Call Now 844-243-4405 for tax relief consultation. This  helps not only the employee, but also the employer. There are several variations of the 401(k) and depending upon your employer’s status as a small business, and their ability to fund a 401(k), you may operate under a SIMPLE 401(k), a traditional 401(k), or The Safe Harbor 401(k).  All the plans vary as to their contribution limits, the employers required matching contributions, and the level of administration and IRS reporting that must be factored into the plan upkeep. Let’s take a look at each of the plans, and discuss some of the advantages and disadvantages of each.The SIMPLE 401(k) is best suited for small businesses that have a reliable earnings stream. In other words, their cash flow and earnings level are fairly steady and reliable, and they want to establish an easily controlled method for providing for retirement funding. Quite often, many of the family members will participate in the 401(k) as a way to fund their own retirement, and offset some of the taxable income from the family business. The disadvantage in operating this type of retirement account lies in the fact that contributions made on behalf of the employee by the employer are not optional, and some form of contribution must be made each year. The traditional 401(k) is the most often avoided plan by small to medium sized businesses, simply because of the massive reporting requirements, and the compliance testing that must be done each year. The administrative costs for the traditional 401(k) for a company of about 10 employees costs around $2000 per year to administer, and that doesn't include the setup costs or the costs of loan features. In addition to the optional features costs, there is the cost of offering many investment choices.  Most of the 401(k) plans for small businesses that were surveyed had a much better rate of participation as well as lowered plan costs when only a few options were offered, instead of 10 or more.

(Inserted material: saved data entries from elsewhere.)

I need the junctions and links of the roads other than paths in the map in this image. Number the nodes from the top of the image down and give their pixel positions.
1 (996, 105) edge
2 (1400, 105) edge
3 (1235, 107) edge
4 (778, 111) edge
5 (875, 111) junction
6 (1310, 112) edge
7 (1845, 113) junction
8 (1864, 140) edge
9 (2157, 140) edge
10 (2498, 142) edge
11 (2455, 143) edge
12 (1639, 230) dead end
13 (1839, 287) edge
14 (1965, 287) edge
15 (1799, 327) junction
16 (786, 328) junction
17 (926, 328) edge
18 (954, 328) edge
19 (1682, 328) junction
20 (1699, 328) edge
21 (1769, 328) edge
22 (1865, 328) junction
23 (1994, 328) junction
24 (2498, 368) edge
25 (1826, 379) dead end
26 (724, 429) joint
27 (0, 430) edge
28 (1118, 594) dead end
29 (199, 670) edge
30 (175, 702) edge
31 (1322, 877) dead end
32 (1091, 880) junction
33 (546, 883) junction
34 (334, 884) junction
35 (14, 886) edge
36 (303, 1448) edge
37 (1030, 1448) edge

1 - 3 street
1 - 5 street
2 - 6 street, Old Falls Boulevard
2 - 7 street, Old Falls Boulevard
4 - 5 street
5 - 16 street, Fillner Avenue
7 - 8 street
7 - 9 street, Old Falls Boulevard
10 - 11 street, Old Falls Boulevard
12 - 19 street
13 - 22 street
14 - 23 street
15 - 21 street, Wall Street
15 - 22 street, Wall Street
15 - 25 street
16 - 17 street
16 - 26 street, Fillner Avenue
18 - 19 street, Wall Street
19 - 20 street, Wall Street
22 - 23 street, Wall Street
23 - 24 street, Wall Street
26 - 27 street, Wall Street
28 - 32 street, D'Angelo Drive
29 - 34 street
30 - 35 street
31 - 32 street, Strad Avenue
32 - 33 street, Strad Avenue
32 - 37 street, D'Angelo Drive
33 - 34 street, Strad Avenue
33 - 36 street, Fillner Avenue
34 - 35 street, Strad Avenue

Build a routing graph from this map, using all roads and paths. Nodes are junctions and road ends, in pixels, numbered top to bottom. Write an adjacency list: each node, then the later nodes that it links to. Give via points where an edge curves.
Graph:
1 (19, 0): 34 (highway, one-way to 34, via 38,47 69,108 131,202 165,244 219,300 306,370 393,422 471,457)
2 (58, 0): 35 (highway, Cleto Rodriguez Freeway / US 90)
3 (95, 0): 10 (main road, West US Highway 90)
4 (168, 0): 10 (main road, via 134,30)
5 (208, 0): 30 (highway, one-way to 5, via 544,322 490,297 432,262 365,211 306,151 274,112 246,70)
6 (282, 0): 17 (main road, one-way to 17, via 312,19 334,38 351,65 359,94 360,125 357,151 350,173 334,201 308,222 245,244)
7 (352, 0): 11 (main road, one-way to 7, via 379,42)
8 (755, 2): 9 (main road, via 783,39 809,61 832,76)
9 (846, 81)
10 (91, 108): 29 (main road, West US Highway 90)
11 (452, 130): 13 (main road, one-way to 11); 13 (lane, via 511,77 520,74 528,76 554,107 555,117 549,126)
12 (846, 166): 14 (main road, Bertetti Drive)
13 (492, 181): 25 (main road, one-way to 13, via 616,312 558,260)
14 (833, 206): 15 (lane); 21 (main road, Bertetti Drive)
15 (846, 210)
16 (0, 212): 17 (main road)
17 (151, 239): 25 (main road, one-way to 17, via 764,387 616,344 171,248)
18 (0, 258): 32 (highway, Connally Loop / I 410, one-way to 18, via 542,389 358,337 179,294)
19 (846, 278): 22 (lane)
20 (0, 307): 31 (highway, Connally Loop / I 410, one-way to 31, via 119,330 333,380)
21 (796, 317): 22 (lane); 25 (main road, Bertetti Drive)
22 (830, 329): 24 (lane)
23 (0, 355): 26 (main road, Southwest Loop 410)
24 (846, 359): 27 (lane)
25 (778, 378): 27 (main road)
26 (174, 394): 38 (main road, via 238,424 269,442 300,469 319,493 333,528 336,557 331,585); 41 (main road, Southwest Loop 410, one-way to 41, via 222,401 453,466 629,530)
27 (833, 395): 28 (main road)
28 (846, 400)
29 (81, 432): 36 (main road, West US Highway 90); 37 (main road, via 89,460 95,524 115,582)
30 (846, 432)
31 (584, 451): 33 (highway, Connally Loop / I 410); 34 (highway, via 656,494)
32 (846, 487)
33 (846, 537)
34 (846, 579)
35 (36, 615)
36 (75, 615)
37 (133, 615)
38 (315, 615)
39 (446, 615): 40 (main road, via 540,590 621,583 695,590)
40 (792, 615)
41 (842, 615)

Earned Income Credit, This is perhaps one of the best ways the government has introduced, to date, to raise families out of poverty, while requiring them to remain productive citizens. The Earned Income Credit is a refundable credit, that can be received even if no tax due that makes it a negative income tax. It’s the best investment in America’s working poor to date, and it is becoming a widely used tool to aid the individual taxpayer. The Earned Income Credit was brought to the forefront in 1998 by President Clinton, as a means of alleviating the taxing of working families into poverty. What has the earned income credit accomplished over the life of its existence? The earned income credit has provided some additional $3000 dollars per year to families of poverty level incomes; this has enabled better living conditions, better living standards, and a continued march to economic independence for many of these families. How does the earned income credit work, and who qualifies, let’s take a look. The earned income credit is a special tax benefit for working taxpayers with low or moderate incomes. For individuals earning less than certain specific levels with or without qualifying children, there is a tax credit that enables these individuals to receive a credit against taxes due, or a refund of income tax, that is known as a negative income tax. How do you qualify for the earned income credit? Well the qualification process is very simple; taxpayers with no qualifying children who earned less than $12120 over the year qualify for a small earned income credit. Taxpayers with qualifying children who earned less than $36,348 for the year will qualify for the earned income credit.